尹錫悦(ユン・ソンニョル)前大統領が宣言した「非常戒厳」に深く関与したとして内乱重要任務従事の罪などに問われた軍幹部2人の軍事裁判で、李鎮雨(イ・ジヌ)前陸軍首都防衛司令官が、当時、国会に出動した際、尹前大統領から「ドアを破って入り、引きずり出せ」という指示を受けたと、法廷で初めて証言しました。
中央地域軍事裁判所では20日、内乱重要任務従事の罪などに問われた呂寅亨(ヨ・インヒョン)前韓国軍防諜司令官と文相浩(ムン・サンホ)前韓国軍情報司令官の軍事裁判が開かれました。李鎮雨(イ・ジヌ)前陸軍首都防衛司令官は証人として出廷し、尹前大統領が当時、「足で蹴ってでもドアを破って入り、引きずり出せ」と指示した、正常ではないと感じたと証言しました。
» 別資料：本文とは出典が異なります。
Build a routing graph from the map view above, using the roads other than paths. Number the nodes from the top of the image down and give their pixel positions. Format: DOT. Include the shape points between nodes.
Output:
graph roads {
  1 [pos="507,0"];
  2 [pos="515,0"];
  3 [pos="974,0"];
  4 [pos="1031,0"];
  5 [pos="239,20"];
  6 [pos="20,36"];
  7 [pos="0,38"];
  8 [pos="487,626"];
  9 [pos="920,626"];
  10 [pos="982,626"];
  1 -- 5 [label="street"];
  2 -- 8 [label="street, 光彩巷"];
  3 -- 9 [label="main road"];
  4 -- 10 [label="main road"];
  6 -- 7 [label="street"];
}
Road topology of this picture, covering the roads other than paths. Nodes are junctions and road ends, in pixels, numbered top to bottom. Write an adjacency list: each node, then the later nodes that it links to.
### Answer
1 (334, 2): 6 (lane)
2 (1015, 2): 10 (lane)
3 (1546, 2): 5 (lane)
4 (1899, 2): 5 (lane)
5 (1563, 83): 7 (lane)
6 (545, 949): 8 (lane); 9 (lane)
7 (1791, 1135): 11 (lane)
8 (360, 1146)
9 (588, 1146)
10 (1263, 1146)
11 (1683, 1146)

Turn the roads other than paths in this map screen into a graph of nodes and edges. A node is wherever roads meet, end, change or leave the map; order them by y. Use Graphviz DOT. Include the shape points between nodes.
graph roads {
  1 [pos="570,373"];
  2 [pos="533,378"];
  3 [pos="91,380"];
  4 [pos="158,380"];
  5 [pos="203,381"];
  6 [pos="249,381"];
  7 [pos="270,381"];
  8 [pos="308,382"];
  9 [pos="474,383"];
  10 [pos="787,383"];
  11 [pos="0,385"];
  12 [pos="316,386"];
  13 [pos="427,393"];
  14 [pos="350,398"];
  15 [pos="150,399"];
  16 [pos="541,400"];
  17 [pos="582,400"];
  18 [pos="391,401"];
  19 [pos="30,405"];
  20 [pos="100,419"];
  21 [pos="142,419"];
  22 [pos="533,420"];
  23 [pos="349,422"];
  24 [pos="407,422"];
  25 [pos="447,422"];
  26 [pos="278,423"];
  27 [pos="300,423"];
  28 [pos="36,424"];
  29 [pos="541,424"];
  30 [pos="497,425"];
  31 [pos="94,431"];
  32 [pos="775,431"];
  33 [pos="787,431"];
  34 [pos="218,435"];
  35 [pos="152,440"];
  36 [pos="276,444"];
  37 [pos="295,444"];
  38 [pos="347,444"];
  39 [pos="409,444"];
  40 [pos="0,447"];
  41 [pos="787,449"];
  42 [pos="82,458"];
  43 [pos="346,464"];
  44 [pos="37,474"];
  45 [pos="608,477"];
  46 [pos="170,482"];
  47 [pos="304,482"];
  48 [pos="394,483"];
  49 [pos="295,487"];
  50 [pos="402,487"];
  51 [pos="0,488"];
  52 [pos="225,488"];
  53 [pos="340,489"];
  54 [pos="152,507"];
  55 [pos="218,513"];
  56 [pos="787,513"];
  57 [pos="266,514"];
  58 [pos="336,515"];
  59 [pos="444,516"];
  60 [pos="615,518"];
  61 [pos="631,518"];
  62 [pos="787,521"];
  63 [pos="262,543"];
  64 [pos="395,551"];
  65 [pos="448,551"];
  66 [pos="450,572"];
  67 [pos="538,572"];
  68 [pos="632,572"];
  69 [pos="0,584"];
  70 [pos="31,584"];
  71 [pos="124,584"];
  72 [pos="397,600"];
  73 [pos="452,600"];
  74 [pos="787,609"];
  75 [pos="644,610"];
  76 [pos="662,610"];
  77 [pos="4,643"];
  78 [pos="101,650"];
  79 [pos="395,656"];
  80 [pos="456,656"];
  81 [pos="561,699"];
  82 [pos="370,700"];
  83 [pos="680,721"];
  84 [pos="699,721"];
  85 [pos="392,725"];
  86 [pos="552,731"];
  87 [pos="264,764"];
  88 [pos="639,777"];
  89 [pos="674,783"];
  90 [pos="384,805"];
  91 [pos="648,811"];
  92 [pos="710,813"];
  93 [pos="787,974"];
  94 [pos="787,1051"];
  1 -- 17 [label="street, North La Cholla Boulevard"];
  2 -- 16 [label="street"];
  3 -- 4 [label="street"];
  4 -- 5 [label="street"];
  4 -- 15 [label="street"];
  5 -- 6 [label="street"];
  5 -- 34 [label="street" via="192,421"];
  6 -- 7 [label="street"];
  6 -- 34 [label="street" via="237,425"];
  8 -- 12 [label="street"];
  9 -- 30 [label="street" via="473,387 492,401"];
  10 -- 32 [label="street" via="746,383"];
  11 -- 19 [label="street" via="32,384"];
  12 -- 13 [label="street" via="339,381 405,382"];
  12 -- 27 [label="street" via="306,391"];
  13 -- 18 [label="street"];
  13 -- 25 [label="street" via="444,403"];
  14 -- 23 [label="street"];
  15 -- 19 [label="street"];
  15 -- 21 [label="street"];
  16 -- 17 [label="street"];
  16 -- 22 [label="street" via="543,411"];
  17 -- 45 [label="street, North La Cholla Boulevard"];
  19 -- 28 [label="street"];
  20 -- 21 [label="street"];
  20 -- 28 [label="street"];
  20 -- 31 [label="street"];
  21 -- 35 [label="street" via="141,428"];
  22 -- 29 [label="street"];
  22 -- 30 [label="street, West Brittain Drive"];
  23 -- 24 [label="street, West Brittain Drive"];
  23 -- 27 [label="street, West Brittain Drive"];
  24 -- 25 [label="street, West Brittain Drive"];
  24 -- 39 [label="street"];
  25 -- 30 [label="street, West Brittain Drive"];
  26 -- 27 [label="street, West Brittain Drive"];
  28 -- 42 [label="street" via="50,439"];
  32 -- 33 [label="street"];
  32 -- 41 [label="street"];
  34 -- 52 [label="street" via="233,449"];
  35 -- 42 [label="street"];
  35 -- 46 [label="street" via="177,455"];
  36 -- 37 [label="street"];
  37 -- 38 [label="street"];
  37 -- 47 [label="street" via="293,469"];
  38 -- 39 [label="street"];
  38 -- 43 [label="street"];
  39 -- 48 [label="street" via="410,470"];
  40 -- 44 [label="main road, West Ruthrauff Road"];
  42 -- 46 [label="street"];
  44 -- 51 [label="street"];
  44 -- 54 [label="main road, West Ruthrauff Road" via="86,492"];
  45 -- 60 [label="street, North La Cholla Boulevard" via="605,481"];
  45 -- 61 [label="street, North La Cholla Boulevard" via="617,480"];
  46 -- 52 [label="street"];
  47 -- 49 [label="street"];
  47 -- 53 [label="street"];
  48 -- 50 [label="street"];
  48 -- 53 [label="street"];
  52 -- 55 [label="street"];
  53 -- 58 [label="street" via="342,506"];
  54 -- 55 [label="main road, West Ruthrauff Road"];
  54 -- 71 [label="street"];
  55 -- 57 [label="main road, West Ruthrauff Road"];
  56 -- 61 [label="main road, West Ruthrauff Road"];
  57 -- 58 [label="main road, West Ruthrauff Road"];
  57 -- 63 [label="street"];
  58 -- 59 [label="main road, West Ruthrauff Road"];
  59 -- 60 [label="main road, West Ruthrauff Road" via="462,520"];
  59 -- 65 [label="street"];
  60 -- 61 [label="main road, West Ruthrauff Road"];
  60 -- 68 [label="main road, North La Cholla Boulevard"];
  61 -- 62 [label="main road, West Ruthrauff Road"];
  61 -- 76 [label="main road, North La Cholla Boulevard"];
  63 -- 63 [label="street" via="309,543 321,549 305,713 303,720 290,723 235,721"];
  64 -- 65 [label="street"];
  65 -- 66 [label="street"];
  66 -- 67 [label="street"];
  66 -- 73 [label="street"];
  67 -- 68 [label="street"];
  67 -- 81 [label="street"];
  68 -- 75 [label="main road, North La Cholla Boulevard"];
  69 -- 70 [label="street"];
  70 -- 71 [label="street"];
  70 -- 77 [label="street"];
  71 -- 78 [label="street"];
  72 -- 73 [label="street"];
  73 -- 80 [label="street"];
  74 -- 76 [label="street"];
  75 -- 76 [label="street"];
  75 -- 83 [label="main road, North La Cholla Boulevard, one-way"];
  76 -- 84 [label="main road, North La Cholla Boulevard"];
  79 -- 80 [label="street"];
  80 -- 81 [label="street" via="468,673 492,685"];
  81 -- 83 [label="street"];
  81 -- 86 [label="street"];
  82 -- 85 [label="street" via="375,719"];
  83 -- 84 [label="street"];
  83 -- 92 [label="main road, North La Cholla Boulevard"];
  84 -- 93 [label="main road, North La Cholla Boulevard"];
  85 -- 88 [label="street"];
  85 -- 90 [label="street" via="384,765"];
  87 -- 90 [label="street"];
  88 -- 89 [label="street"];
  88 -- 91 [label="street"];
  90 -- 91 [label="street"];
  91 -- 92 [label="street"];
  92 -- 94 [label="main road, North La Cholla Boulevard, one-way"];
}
内乱罪は、首謀者、重要任務の従事者、同調者に分けて処罰されます。
李前司令官自身も内乱重要任務従事の罪で逮捕され、起訴されていて、これまで、憲法裁判所や国会に証人として出廷した際には、刑事裁判が進行中であることを理由に証言を拒否していましたが、非常戒厳の宣言からおよそ半年を経て、証言に応じました。
裁判所が、「中にいる国会議員を引きずり出せという意味に理解したか」と問うと、李前司令官は「その可能性があると理解した」と答えました。
これまで、尹前大統領は弾劾裁判や刑事裁判で「逮捕の指示をしたことはない」と一貫して主張しています。
また、李前司令官は、「本会議場に入って、4人で1人ずつ担いで出ろ」という尹前大統領の発言についても、副官の説明を聞いて思い出したと証言しました。
尹前大統領によるものとされるこの発言は、国会本会議場にいる議員を強制的に引きずり出すよう指示したものとされ、民主主義の要である国会を軍が武力で制圧しようとしたということで、当時、大きな衝撃を与えました。
李前司令官の副官であった呉尚培(オ・サンベ)大尉も以前、尹前大統領が、盗聴防止機能付き電話を使って、「発砲してでも、扉をこじ開けて進入しろ」と指示したと証言しています。